I did ask him. He had some scars on his body. I didn’t see them until he started having sex with me. He asked me not to ask him again, and he never volunteered the information. He never told me anything about his parents. He never told me how he got those scars.
Well, let’s get back to his cousin. She was a cunt and I couldn’t fucking stand her.
She didn’t work. She never showered. All she did was play World of Warcraft at the desktop computer that was set up on a desk in the corner of the living room. If I went upstairs to pee or have a cigarette in the middle of the night, I’d walk through a dark living room with a glow over in the corner. She never turned to look at me. She was up all hours playing WOW. It was very popular in….2009? I guess it must have been 2009 by then. But like I’ve told you, it’s sort of tough to keep it all straight sometimes.
His cousin played WOW until her arm and hand started having a lot of trouble. Sometimes her fingers wouldn’t move the way she needed them to. She dropped things. She was always in pain and always rubbing her forearm.
Dennis’s grandmother had mobility issues.

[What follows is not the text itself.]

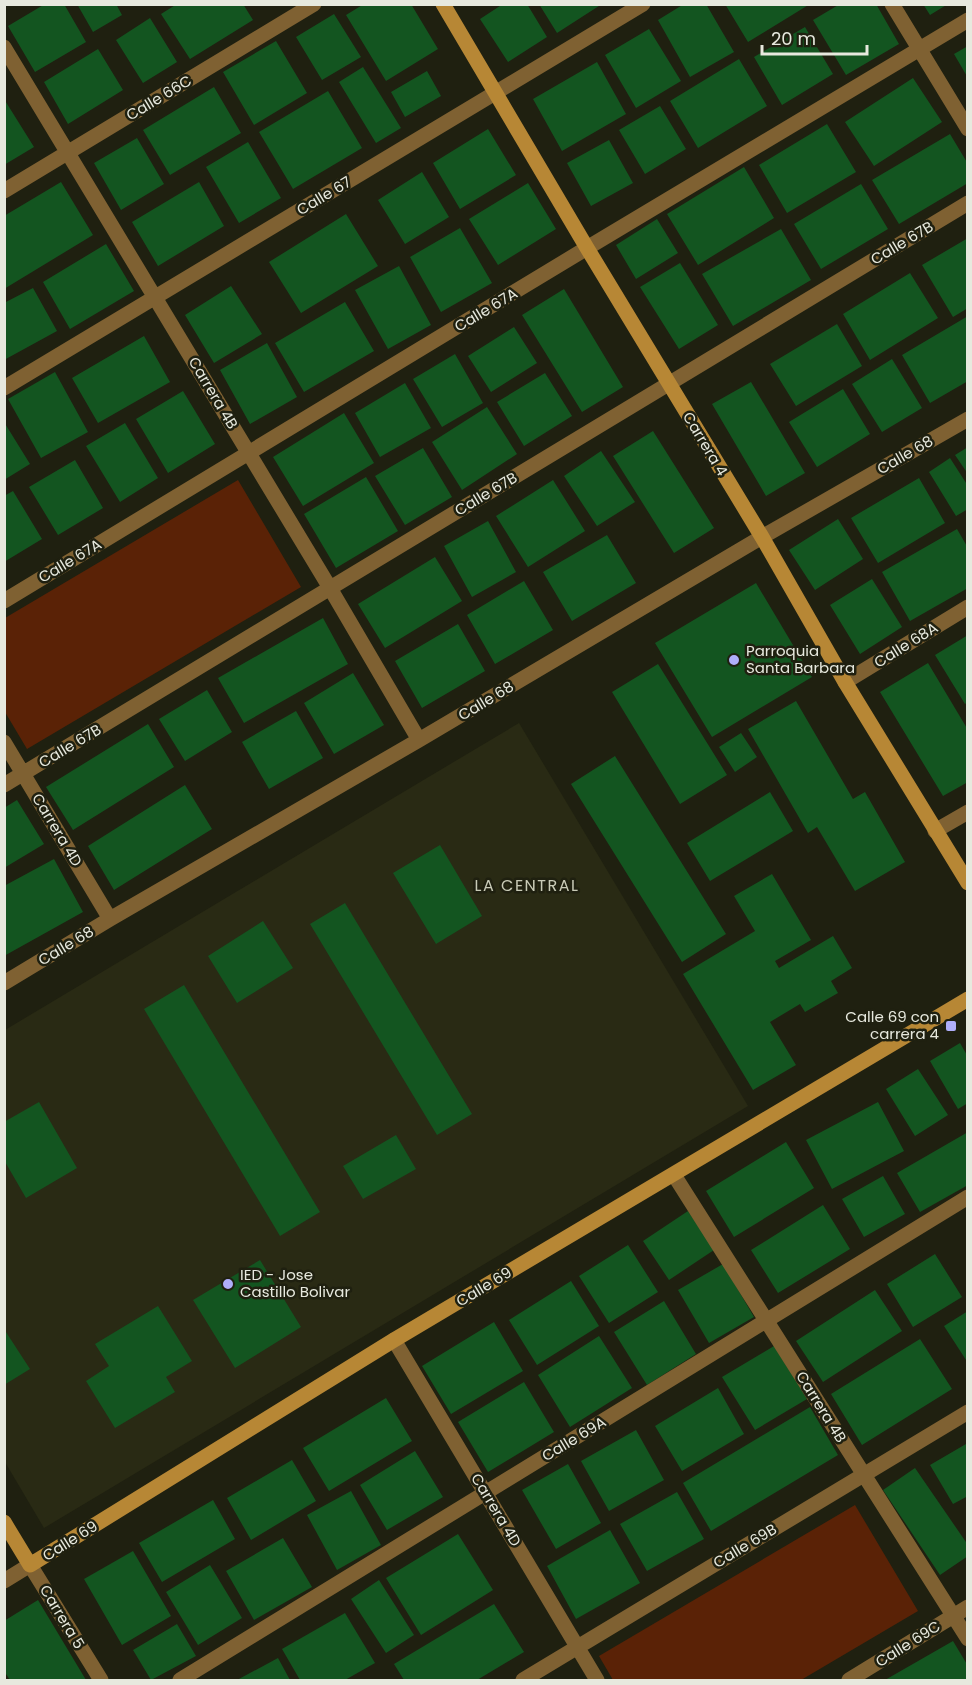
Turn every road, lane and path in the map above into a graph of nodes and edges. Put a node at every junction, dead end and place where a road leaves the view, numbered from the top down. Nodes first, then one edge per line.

She used a rascal. In rural New Hampshire, if it’s not meth it’s food. People get strung out or they get fat. Not everybody, of course. But enough people that you can tell there’s something not right about the place. Even though leaving the house was very hard for her, she took Dennis’s cousin to the doctor. I guess we can call his cousin Michelle. She was all riled up the time that Obama came to speak in their rinky dink New Hampshire town. She talked about it for ages afterwards. I think she’d approve of the name Michelle.
So Michelle had her arm in this splint after they went to the doctor. She wasn’t supposed to play World of Warcraft until her arm got better. But I’d still come upstairs in the middle of the night, a pack of Marlboroughs and a green lighter in hand, and there she’d be, sitting in the corner of the living room with that glow around her. She played with her arm in the splint. She kept wincing and dropping things, but she didn’t stop playing.

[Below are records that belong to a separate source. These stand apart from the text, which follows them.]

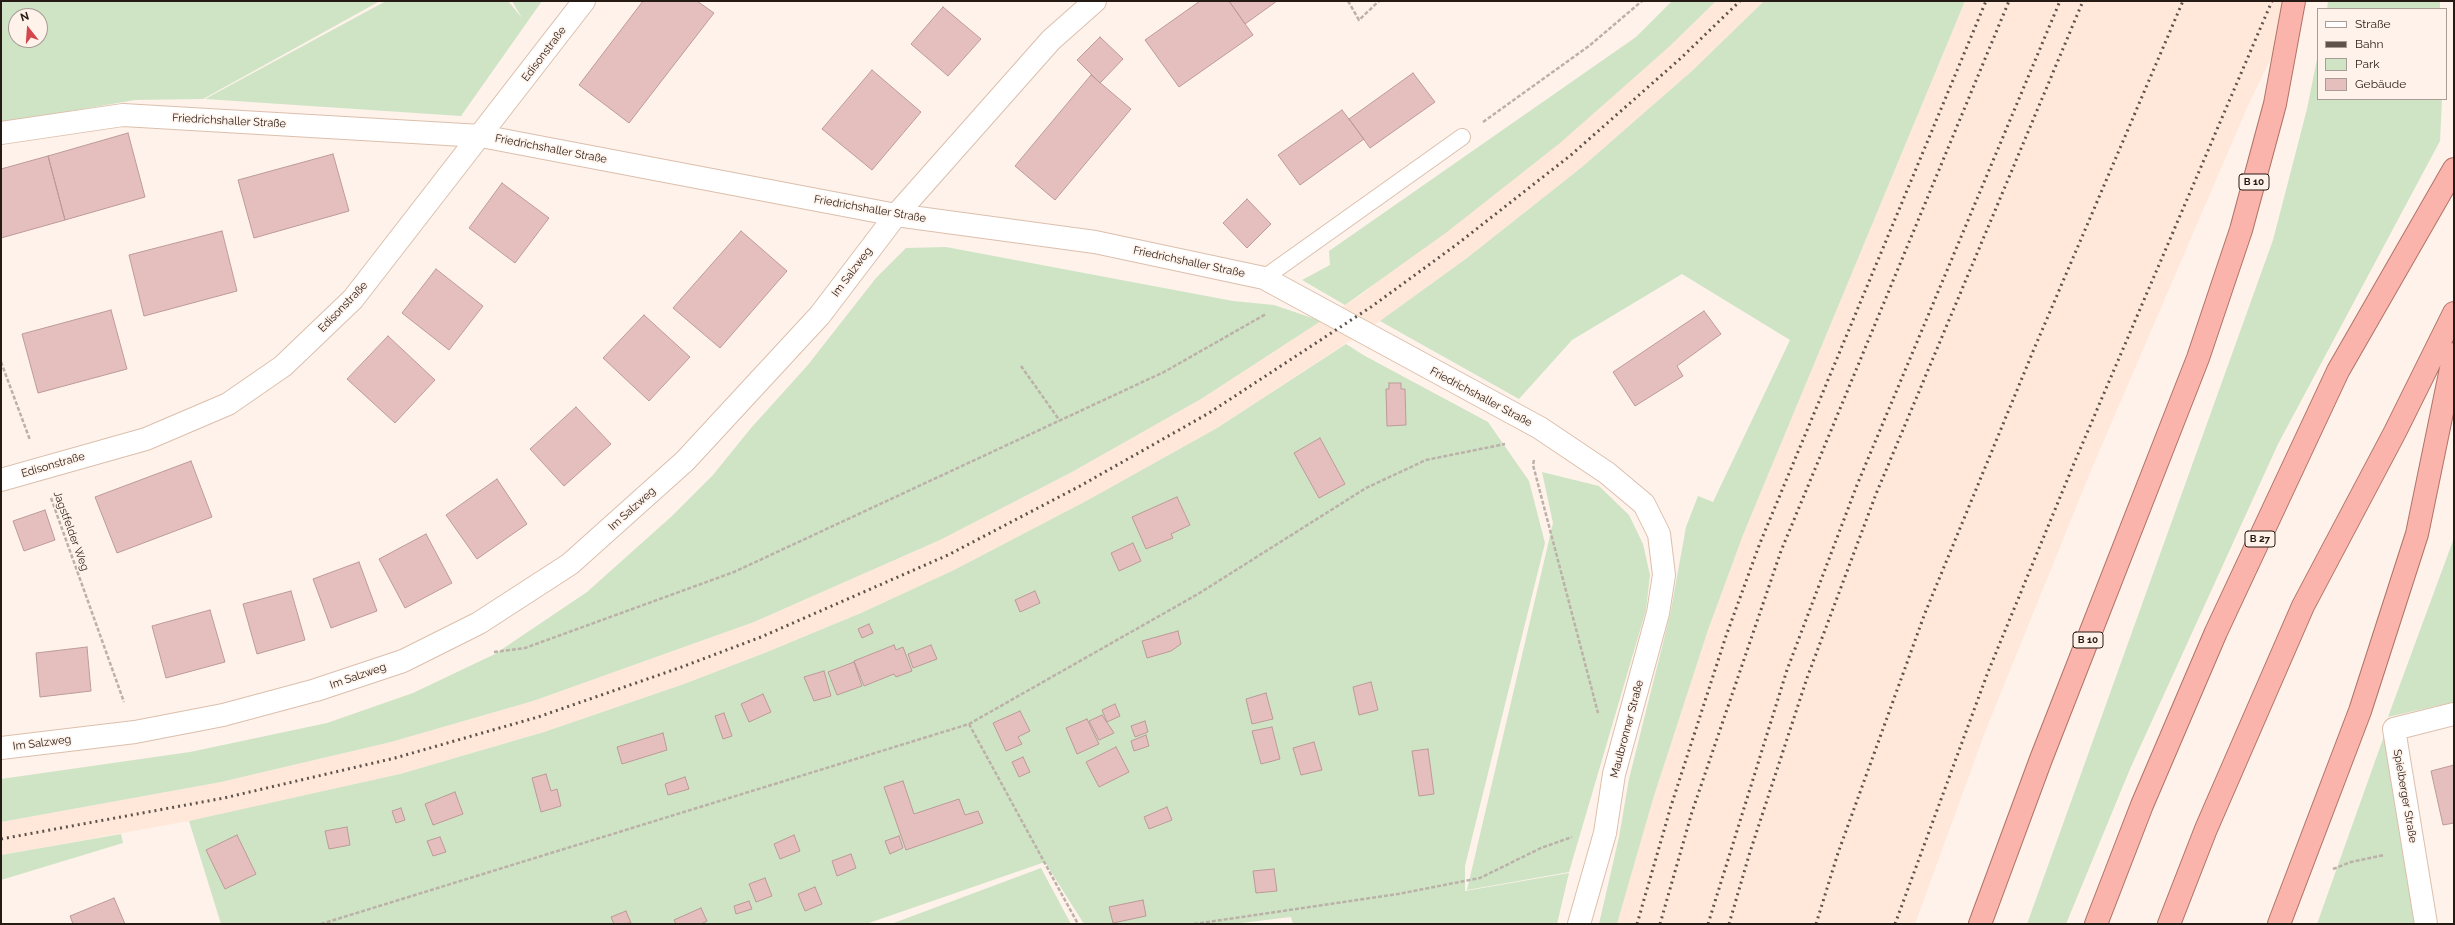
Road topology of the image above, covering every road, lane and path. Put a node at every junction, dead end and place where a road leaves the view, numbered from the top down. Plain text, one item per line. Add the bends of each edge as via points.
1 (584, 1) edge
2 (1095, 1) edge
3 (1348, 1) edge
4 (1379, 1) edge
5 (1642, 1) edge
6 (2294, 1) edge
7 (1, 133) edge
8 (482, 136) junction
9 (1462, 137) joint
10 (2454, 168) edge
11 (896, 215) junction
12 (1264, 278) junction
13 (1297, 296) junction
14 (2454, 314) edge
15 (2454, 354) edge
16 (1, 362) edge
17 (1020, 366) dead end
18 (1060, 421) junction
19 (1540, 428) junction
20 (40, 469) junction
21 (1, 480) edge
22 (1659, 534) joint
23 (487, 652) dead end
24 (126, 705) dead end
25 (2454, 714) edge
26 (1600, 720) dead end
27 (969, 724) junction
28 (1, 748) edge
29 (1605, 833) junction
30 (2414, 849) junction
31 (2326, 872) dead end
32 (321, 924) edge
33 (1078, 924) edge
34 (1194, 924) edge
35 (1579, 924) edge
36 (1980, 924) edge
37 (2096, 924) edge
38 (2169, 924) edge
39 (2279, 924) edge
40 (2426, 924) edge

1 - 8 street, Edisonstraße
2 - 11 street, Im Salzweg via 1051,40
3 - 4 path via 1359,20
5 - 9 path via 1589,46
6 - 36 highway, B 10 via 2275,104 2243,223 2198,358 2041,759
7 - 8 street, Friedrichshaller Straße via 123,115
8 - 11 street, Friedrichshaller Straße
8 - 20 street, Edisonstraße via 353,300 283,366 228,404 153,436
9 - 12 lane
10 - 37 highway, B 27 via 2338,371 2216,632 2142,805
11 - 12 street, Friedrichshaller Straße via 1095,242
11 - 28 street, Im Salzweg via 820,314 685,461 570,564 479,623 403,661 316,690 223,715 136,732
12 - 13 street, Friedrichshaller Straße
13 - 18 path via 1164,372
13 - 19 street, Friedrichshaller Straße
14 - 38 highway via 2303,606 2206,829
15 - 39 highway via 2417,534 2360,710
16 - 20 path, Jagstfelder Weg
17 - 18 path
18 - 23 path via 734,572 525,648
19 - 22 street, Friedrichshaller Straße via 1607,473 1644,504
19 - 26 path via 1533,465
19 - 27 path via 1499,446 1426,460 1366,488 1198,594
20 - 21 street, Edisonstraße
20 - 24 path, Jagstfelder Weg
22 - 29 street, Maulbronner Straße via 1664,575 1658,613 1614,774
25 - 30 street, Spielberger Straße via 2394,729
27 - 32 path
27 - 33 path
29 - 34 path via 1569,838 1541,848 1480,878 1398,894
29 - 35 street, Maulbronner Straße
30 - 31 path via 2351,862
30 - 40 street, Spielberger Straße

The only time Michelle showered or left the house was when her boyfriend would come to visit her. He lived several hours away and didn’t come very often. She had met him playing WOW.

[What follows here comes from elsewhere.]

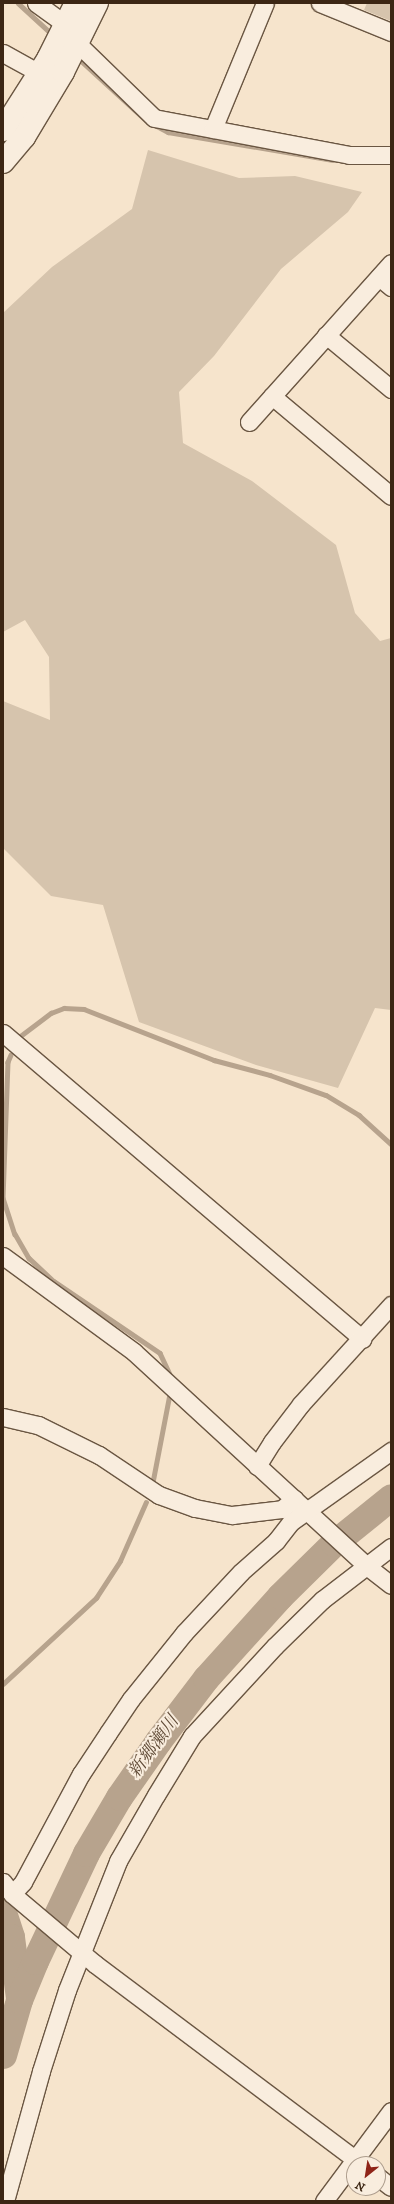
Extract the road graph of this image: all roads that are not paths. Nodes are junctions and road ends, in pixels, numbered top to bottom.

What pissed me off about Michelle was how she took advantage of Dennis. If she wanted to leave to see her boyfriend, she’d come downstairs and tell Dennis to go clean the snow of her car.
The first time she did it, I was flabbergasted.
“You want him to what?”
She stood at the end of the bed. She’d walked right into his basement room without knocking, and I was still in bed with Dennis, nothing but a tank top and underwear on, but I was ready to fight a bitch right away.
“My car has snow on it,” she snapped. She held up her arm with the splint on it.
I scoffed. “If you can play on the computer until four in the morning, I think you can brush some fucking snow of your car.”
Dennis kissed me on the cheek and said, “Jen, I don’t mind. Don’t get upset. I’ll be right back.”
Michelle shot me the cheekiest smirk, before flouncing out behind him.
There were a lot of other silly things like that. She told him to do her laundry. To make her food. Dennis was actually a pretty good cook.
I would jump in. “Do it yourself, Michelle. He isn’t your slave.”
“Stop, stop,” Dennis would say. “I don’t mind.”
Eventually he revealed that this was another part of his code of honor.
“I’d never disrespect a woman,” he told me. “A code of honor means you treat women with kindness and understanding.”
Now I know what this sounds like, I swear I didn’t make this man up after spending too much time on r/justneckbeardthings. I know he sounds like a fucking meme. I’d swear on a Bible or anything you asked me to that this was a real human man that I once knew. And shit like this drove me crazy. It was so weirdly subservient and m’lady.
“She’s taking advantage of you,” I pointed out. “She doesn’t have any respect for you. You don’t have to be mean, but you also don’t have to let her boss you around like that.”
But I never did get through to him, and anytime I tried to intervene, he asked me not to.